His unnamed friend was rather miffed about it and by Lelyveld's account said, "You can't say of the Mahatma that he cackled and cuddled."

Lelyveld who'd said he was never taken in by 'the spiritual side of Gandhi's message' and took it 'as my purpose to pursue him at ground level' also confessed that the fact that he isn't an Indian put him in a somewhat awkward spot.

The aim of the book, he said was to go beyond the well-documented fact that South Africa shaped Gandhi's life to explore just how that happened, which was a challenge.
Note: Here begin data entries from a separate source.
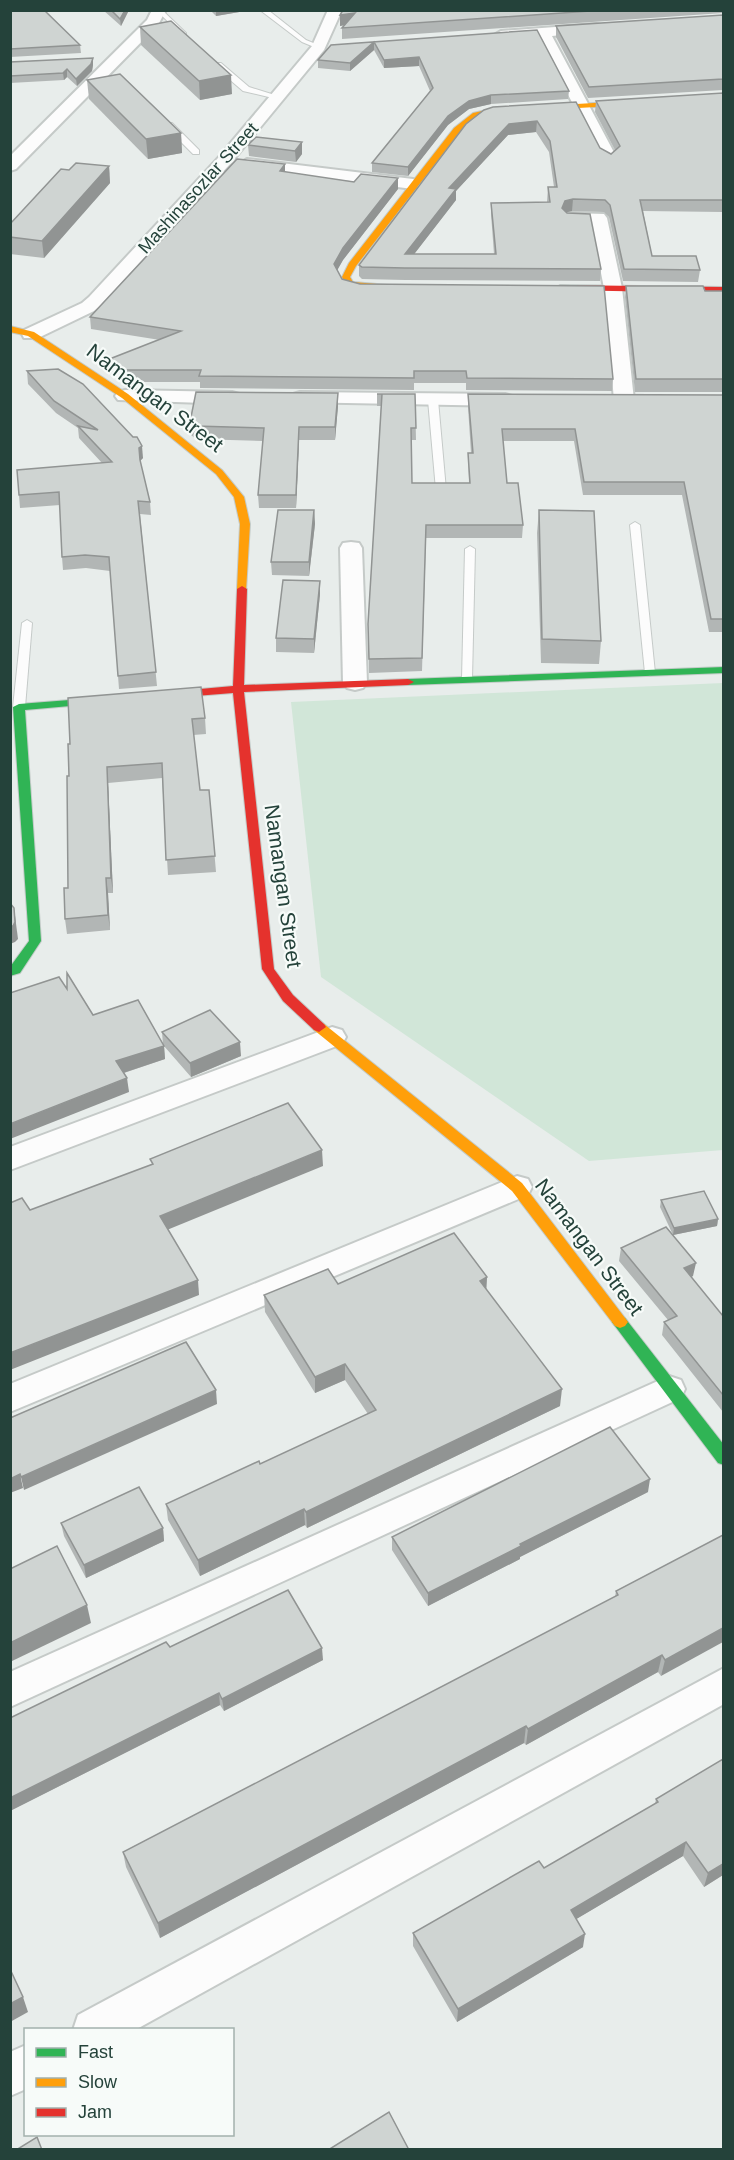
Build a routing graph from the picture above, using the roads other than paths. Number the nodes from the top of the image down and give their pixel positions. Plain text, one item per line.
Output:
1 (263, 10) edge
2 (335, 10) edge
3 (159, 11) edge
4 (613, 27) edge
5 (543, 32) junction
6 (484, 36) edge
7 (194, 42) edge
8 (325, 47) junction
9 (211, 58) edge
10 (277, 97) junction
11 (723, 97) edge
12 (583, 104) junction
13 (164, 120) edge
14 (196, 152) dead end
15 (609, 158) edge
16 (224, 161) junction
17 (10, 166) edge
18 (413, 184) junction
19 (572, 218) edge
20 (613, 288) junction
21 (403, 289) edge
22 (542, 289) edge
23 (723, 290) edge
24 (10, 329) edge
25 (31, 334) junction
26 (125, 396) junction
27 (255, 398) edge
28 (279, 398) edge
29 (433, 400) junction
30 (529, 400) edge
31 (600, 400) edge
32 (624, 400) junction
33 (646, 400) edge
34 (441, 490) edge
35 (634, 525) dead end
36 (351, 548) dead end
37 (470, 549) dead end
38 (27, 623) dead end
39 (723, 670) edge
40 (650, 673) junction
41 (467, 679) junction
42 (355, 683) junction
43 (238, 688) junction
44 (19, 707) junction
45 (10, 972) edge
46 (332, 1036) junction
47 (10, 1159) edge
48 (517, 1187) junction
49 (669, 1389) junction
50 (10, 1399) edge
51 (723, 1458) edge
52 (723, 1685) edge
53 (10, 1690) edge
54 (97, 2028) edge
55 (24, 2067) edge
56 (10, 2074) edge

1 - 8 lane
2 - 8 street, Mashinasozlar Street
3 - 7 lane
3 - 17 street
4 - 5 street
5 - 6 street
5 - 12 street
8 - 10 street, Mashinasozlar Street
9 - 10 lane
10 - 16 street, Mashinasozlar Street
11 - 12 street
12 - 15 street
12 - 18 street
13 - 14 lane
16 - 18 street
16 - 25 street, Mashinasozlar Street
18 - 21 street
19 - 20 street
20 - 22 street
20 - 23 street
20 - 32 street
24 - 25 street, Namangan Street
25 - 26 street, Namangan Street
26 - 27 street
26 - 43 street, Namangan Street
28 - 29 street
29 - 30 street
29 - 34 lane
31 - 32 street
32 - 33 street
35 - 40 lane
36 - 42 street
37 - 41 lane
38 - 44 lane
39 - 40 street
40 - 41 street
41 - 42 street
42 - 43 street
43 - 44 street
43 - 46 street, Namangan Street
44 - 45 street
46 - 47 street
46 - 48 street, Namangan Street
48 - 49 street, Namangan Street
48 - 50 street
49 - 51 street, Namangan Street
49 - 53 street
52 - 54 street
55 - 56 street

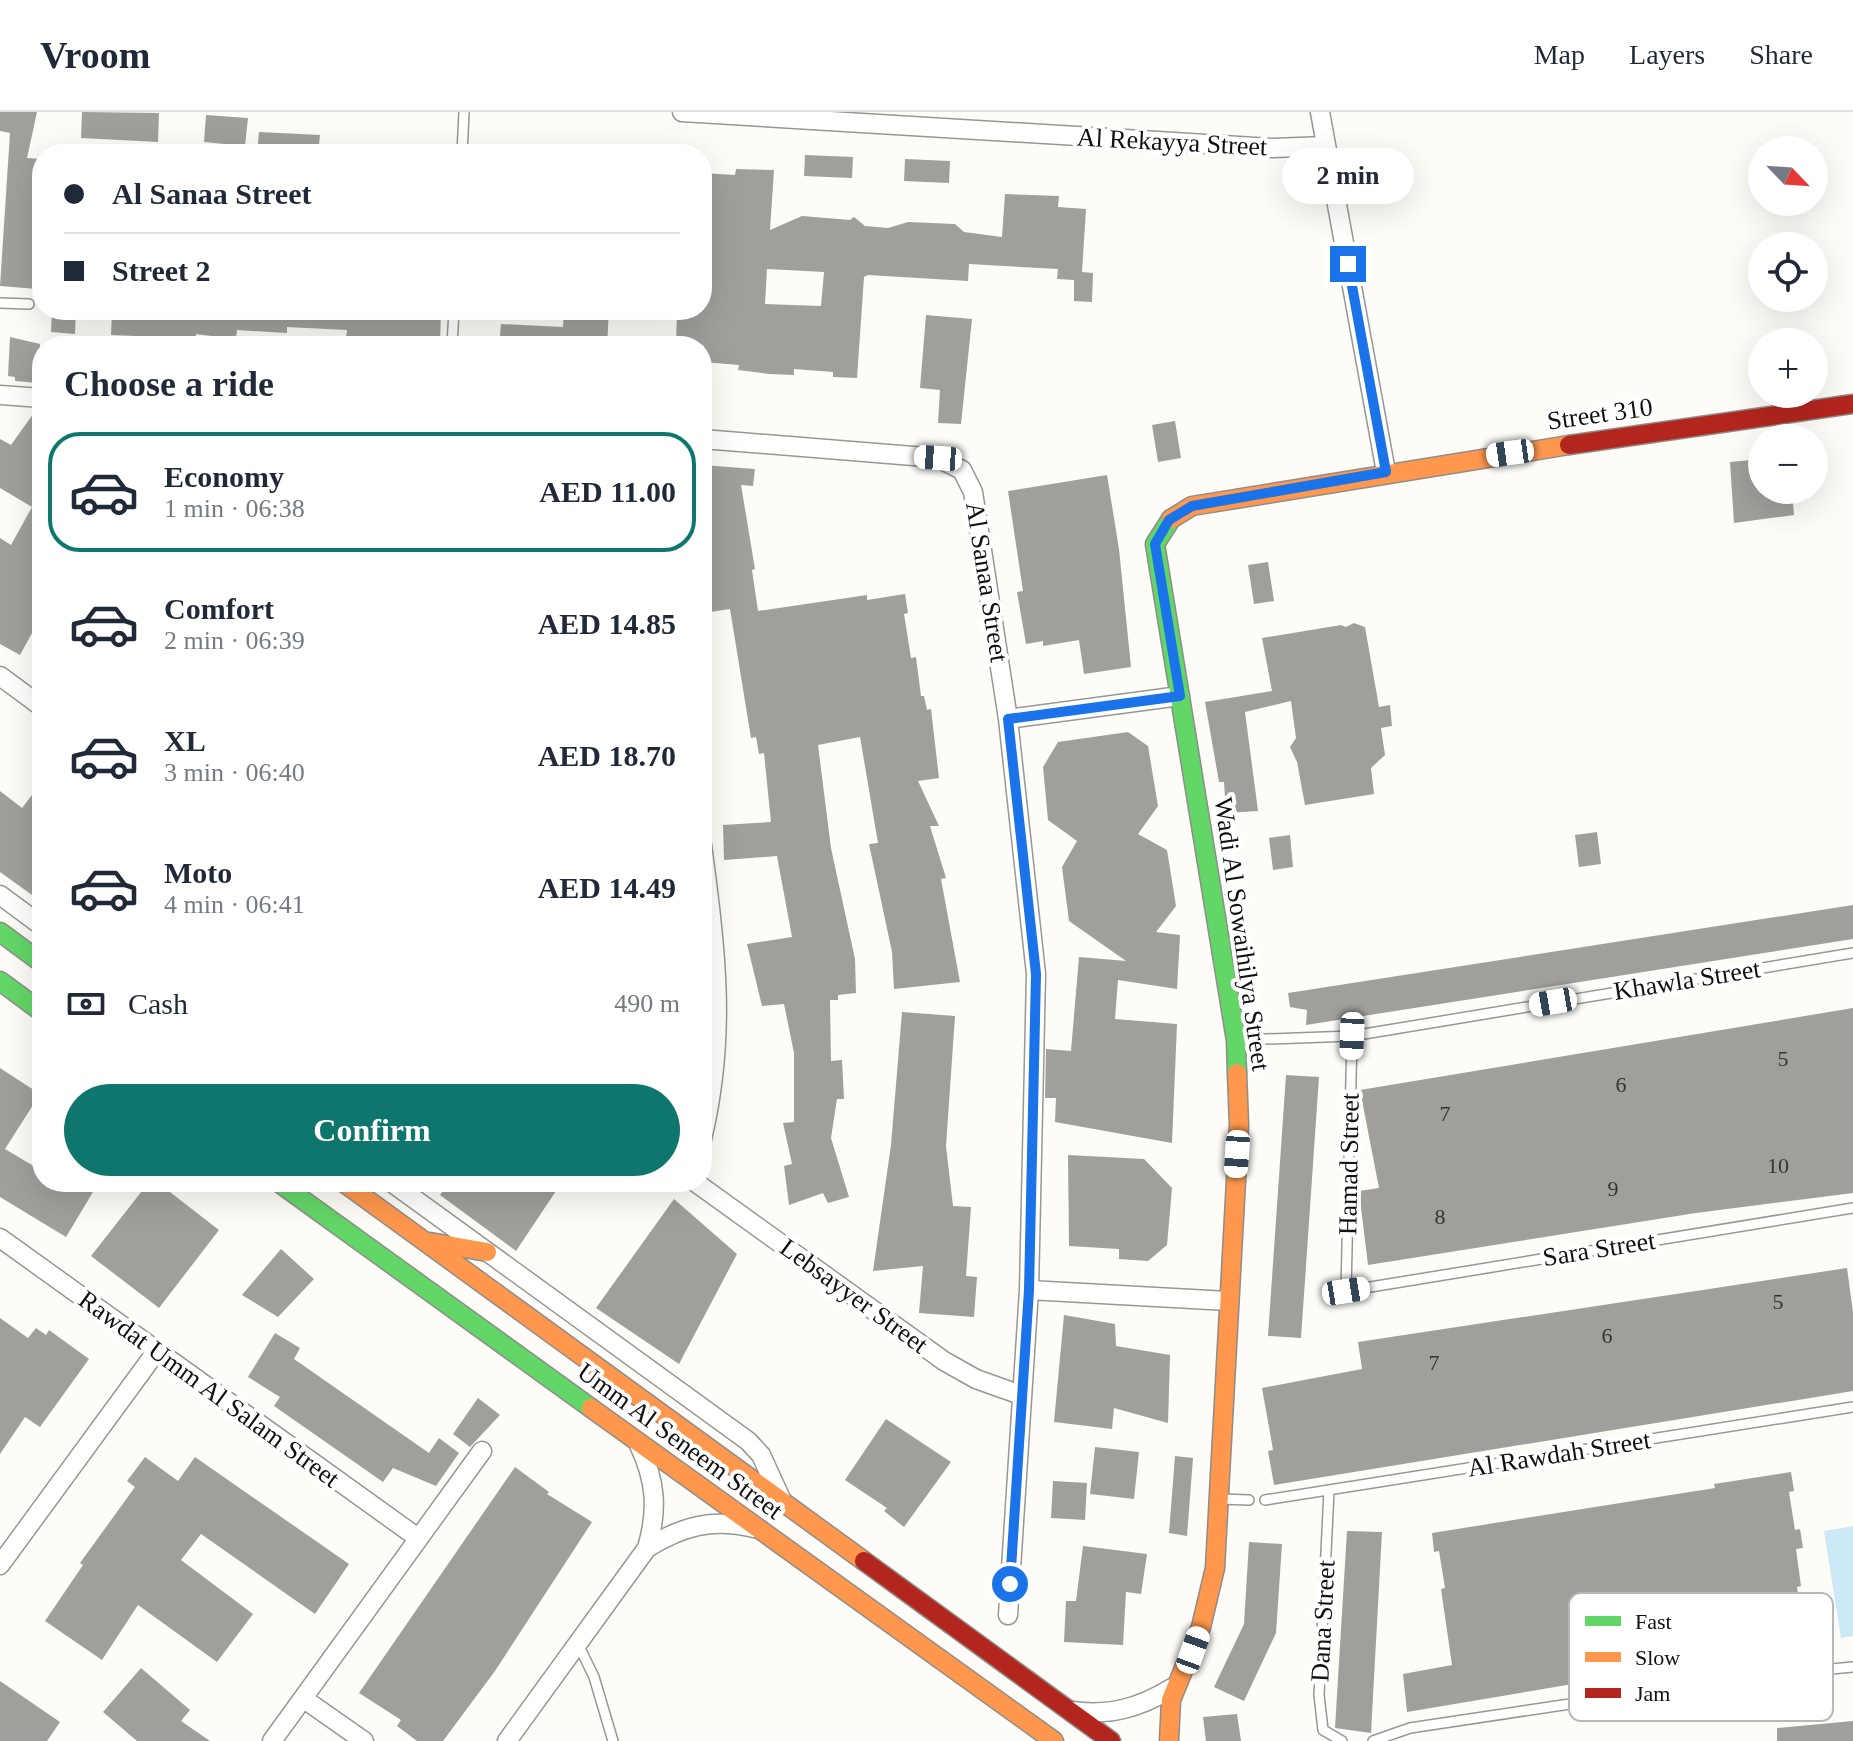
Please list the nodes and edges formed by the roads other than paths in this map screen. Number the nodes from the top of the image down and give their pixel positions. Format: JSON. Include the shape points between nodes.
{"nodes":[{"id":1,"x":464,"y":112,"type":"edge"},
{"id":2,"x":682,"y":112,"type":"edge"},
{"id":3,"x":1320,"y":112,"type":"edge"},
{"id":4,"x":462,"y":144,"type":"edge"},
{"id":5,"x":1326,"y":146,"type":"junction"},
{"id":6,"x":0,"y":303,"type":"edge"},
{"id":7,"x":29,"y":304,"type":"dead end"},
{"id":8,"x":0,"y":395,"type":"edge"},
{"id":9,"x":32,"y":397,"type":"edge"},
{"id":10,"x":1853,"y":404,"type":"edge"},
{"id":11,"x":712,"y":440,"type":"edge"},
{"id":12,"x":1386,"y":472,"type":"junction"},
{"id":13,"x":1169,"y":520,"type":"joint"},
{"id":14,"x":0,"y":676,"type":"edge"},
{"id":15,"x":1180,"y":696,"type":"junction"},
{"id":16,"x":32,"y":700,"type":"edge"},
{"id":17,"x":1008,"y":719,"type":"junction"},
{"id":18,"x":0,"y":895,"type":"edge"},
{"id":19,"x":32,"y":919,"type":"edge"},
{"id":20,"x":0,"y":932,"type":"edge"},
{"id":21,"x":1853,"y":953,"type":"edge"},
{"id":22,"x":712,"y":954,"type":"edge"},
{"id":23,"x":32,"y":956,"type":"edge"},
{"id":24,"x":0,"y":981,"type":"edge"},
{"id":25,"x":32,"y":1005,"type":"edge"},
{"id":26,"x":1352,"y":1036,"type":"junction"},
{"id":27,"x":1236,"y":1040,"type":"junction"},
{"id":28,"x":712,"y":1059,"type":"edge"},
{"id":29,"x":292,"y":1192,"type":"edge"},
{"id":30,"x":357,"y":1192,"type":"edge"},
{"id":31,"x":405,"y":1192,"type":"edge"},
{"id":32,"x":709,"y":1192,"type":"edge"},
{"id":33,"x":1853,"y":1208,"type":"edge"},
{"id":34,"x":0,"y":1238,"type":"edge"},
{"id":35,"x":423,"y":1240,"type":"junction"},
{"id":36,"x":487,"y":1252,"type":"junction"},
{"id":37,"x":1029,"y":1290,"type":"junction"},
{"id":38,"x":1346,"y":1291,"type":"joint"},
{"id":39,"x":1228,"y":1301,"type":"junction"},
{"id":40,"x":156,"y":1352,"type":"junction"},
{"id":41,"x":1021,"y":1395,"type":"junction"},
{"id":42,"x":1853,"y":1407,"type":"edge"},
{"id":43,"x":639,"y":1445,"type":"junction"},
{"id":44,"x":482,"y":1451,"type":"dead end"},
{"id":45,"x":1329,"y":1491,"type":"junction"},
{"id":46,"x":1220,"y":1499,"type":"junction"},
{"id":47,"x":1249,"y":1500,"type":"dead end"},
{"id":48,"x":1265,"y":1500,"type":"dead end"},
{"id":49,"x":783,"y":1503,"type":"junction"},
{"id":50,"x":758,"y":1529,"type":"junction"},
{"id":51,"x":418,"y":1538,"type":"junction"},
{"id":52,"x":647,"y":1548,"type":"junction"},
{"id":53,"x":0,"y":1565,"type":"edge"},
{"id":54,"x":1008,"y":1615,"type":"dead end"},
{"id":55,"x":578,"y":1644,"type":"junction"},
{"id":56,"x":1853,"y":1667,"type":"edge"},
{"id":57,"x":1833,"y":1669,"type":"edge"},
{"id":58,"x":1172,"y":1688,"type":"junction"},
{"id":59,"x":304,"y":1699,"type":"junction"},
{"id":60,"x":1569,"y":1704,"type":"edge"},
{"id":61,"x":1068,"y":1710,"type":"junction"},
{"id":62,"x":272,"y":1741,"type":"edge"},
{"id":63,"x":364,"y":1741,"type":"edge"},
{"id":64,"x":507,"y":1741,"type":"edge"},
{"id":65,"x":613,"y":1741,"type":"edge"},
{"id":66,"x":1054,"y":1741,"type":"edge"},
{"id":67,"x":1111,"y":1741,"type":"edge"},
{"id":68,"x":1169,"y":1741,"type":"edge"},
{"id":69,"x":1342,"y":1741,"type":"edge"},
{"id":70,"x":1373,"y":1741,"type":"edge"}],
"edges":[{"from":1,"to":4,"type":"lane"},
{"from":2,"to":5,"type":"street","name":"Al Rekayya Street","via":[[1273,148]]},
{"from":3,"to":5,"type":"street"},
{"from":5,"to":12,"type":"street"},
{"from":6,"to":7,"type":"lane"},
{"from":8,"to":9,"type":"street"},
{"from":10,"to":12,"type":"main road","name":"Street 310"},
{"from":11,"to":17,"type":"street","name":"Al Sanaa Street","via":[[938,458],[962,470],[973,492]]},
{"from":12,"to":13,"type":"main road","name":"Street 310","via":[[1192,506]]},
{"from":13,"to":15,"type":"main road","name":"Wadi Al Sowaihilya Street","via":[[1155,544]]},
{"from":14,"to":16,"type":"street"},
{"from":15,"to":17,"type":"street"},
{"from":15,"to":27,"type":"main road","name":"Wadi Al Sowaihilya Street"},
{"from":17,"to":37,"type":"street","name":"Al Sanaa Street","via":[[1036,974]]},
{"from":18,"to":19,"type":"street"},
{"from":20,"to":23,"type":"main road"},
{"from":21,"to":26,"type":"lane","name":"Khawla Street"},
{"from":22,"to":28,"type":"street","via":[[720,1002]]},
{"from":24,"to":25,"type":"main road"},
{"from":26,"to":27,"type":"lane","name":"Khawla Street"},
{"from":26,"to":38,"type":"lane","name":"Hamad Street"},
{"from":27,"to":39,"type":"main road","name":"Wadi Al Sowaihilya Street","via":[[1239,1125]]},
{"from":29,"to":43,"type":"main road","name":"Umm Al Seneem Street"},
{"from":30,"to":35,"type":"main road","name":"Umm Al Seneem Street"},
{"from":31,"to":36,"type":"street","name":"Umm Al Seneem Street"},
{"from":32,"to":41,"type":"street","name":"Lebsayyer Street","via":[[944,1361]]},
{"from":33,"to":38,"type":"lane","name":"Sara Street"},
{"from":34,"to":40,"type":"street","name":"Rawdat Umm Al Salam Street"},
{"from":35,"to":36,"type":"main road"},
{"from":35,"to":49,"type":"main road","name":"Umm Al Seneem Street"},
{"from":36,"to":49,"type":"street","name":"Umm Al Seneem Street","via":[[748,1441],[761,1455]]},
{"from":37,"to":39,"type":"street"},
{"from":37,"to":41,"type":"street","name":"Al Sanaa Street"},
{"from":39,"to":46,"type":"main road","name":"Wadi Al Sowaihilya Street"},
{"from":40,"to":51,"type":"street","name":"Rawdat Umm Al Salam Street"},
{"from":40,"to":53,"type":"street"},
{"from":41,"to":54,"type":"street","name":"Al Sanaa Street"},
{"from":42,"to":45,"type":"lane","name":"Al Rawdah Street"},
{"from":43,"to":50,"type":"main road","name":"Umm Al Seneem Street"},
{"from":43,"to":52,"type":"street","via":[[655,1495],[655,1522]]},
{"from":44,"to":51,"type":"street"},
{"from":45,"to":48,"type":"lane","name":"Al Rawdah Street"},
{"from":45,"to":69,"type":"lane","name":"Dana Street","via":[[1319,1695],[1323,1730]]},
{"from":46,"to":47,"type":"lane"},
{"from":46,"to":58,"type":"main road","name":"Wadi Al Sowaihilya Street","via":[[1207,1613]]},
{"from":49,"to":61,"type":"main road","name":"Umm Al Seneem Street"},
{"from":50,"to":52,"type":"street","via":[[700,1523]]},
{"from":50,"to":66,"type":"main road","name":"Umm Al Seneem Street"},
{"from":51,"to":59,"type":"street"},
{"from":52,"to":55,"type":"street"},
{"from":55,"to":64,"type":"street"},
{"from":55,"to":65,"type":"lane"},
{"from":56,"to":57,"type":"lane"},
{"from":58,"to":61,"type":"street","via":[[1122,1711]]},
{"from":58,"to":68,"type":"main road","name":"Wadi Al Sowaihilya Street"},
{"from":59,"to":62,"type":"street"},
{"from":59,"to":63,"type":"street"},
{"from":60,"to":70,"type":"lane","via":[[1410,1728]]},
{"from":61,"to":67,"type":"main road","name":"Umm Al Seneem Street"}]}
"I am not a devotee I am a reprobate I am not religious so I don't respond deeply to the spiritual side of Gandhi's message. I take it as my purpose to pursue it at ground level. I tried to take Gandhi as the social reformer he meant to be till the end of his life," Lelyveld said.

The idea that drove him was that Gandhi struggled with India as much as he struggled for it.

Even though he was expecting some criticism for his book given the fact that he isn't Indian, he wasn't 'prepared for some of the more negative the extreme readings' of the book.

Lelyveld singled out a 'voluntary reviewer on amazon.com who wrote about my burning hatred for Gandhi'.

"I find it hard to believe he even held the book in his hands," Lelyveld said.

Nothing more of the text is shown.